WORK TASK:
Read through the listing, and wherever a line holds the word "thumb", return it.

========================

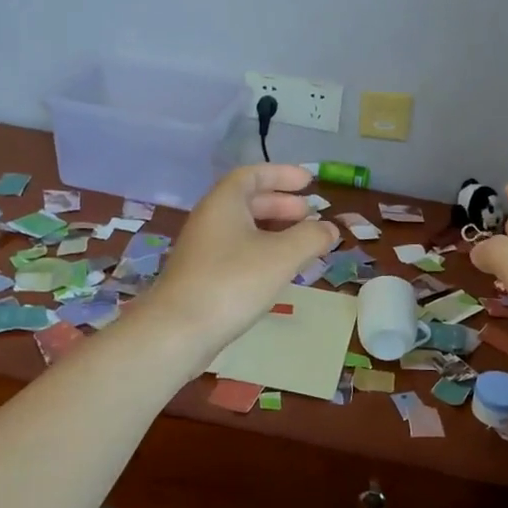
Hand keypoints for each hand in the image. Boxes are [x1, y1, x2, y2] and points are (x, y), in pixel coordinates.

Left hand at [147, 165, 339, 358]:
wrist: (177, 332)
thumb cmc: (232, 282)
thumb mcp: (282, 256)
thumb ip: (311, 237)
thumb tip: (330, 228)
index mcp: (223, 203)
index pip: (252, 175)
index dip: (281, 175)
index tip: (309, 182)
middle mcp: (210, 220)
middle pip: (248, 202)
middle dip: (282, 205)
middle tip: (311, 214)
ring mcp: (203, 250)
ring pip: (244, 229)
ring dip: (274, 230)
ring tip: (303, 243)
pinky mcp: (202, 277)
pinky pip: (238, 252)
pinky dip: (263, 252)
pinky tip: (279, 271)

========================

EXERCISE OUTPUT:
thumb cmc: (232, 282)
thumb mcp: (282, 256)
thumb ip: (311, 237)
thumb tip: (330, 228)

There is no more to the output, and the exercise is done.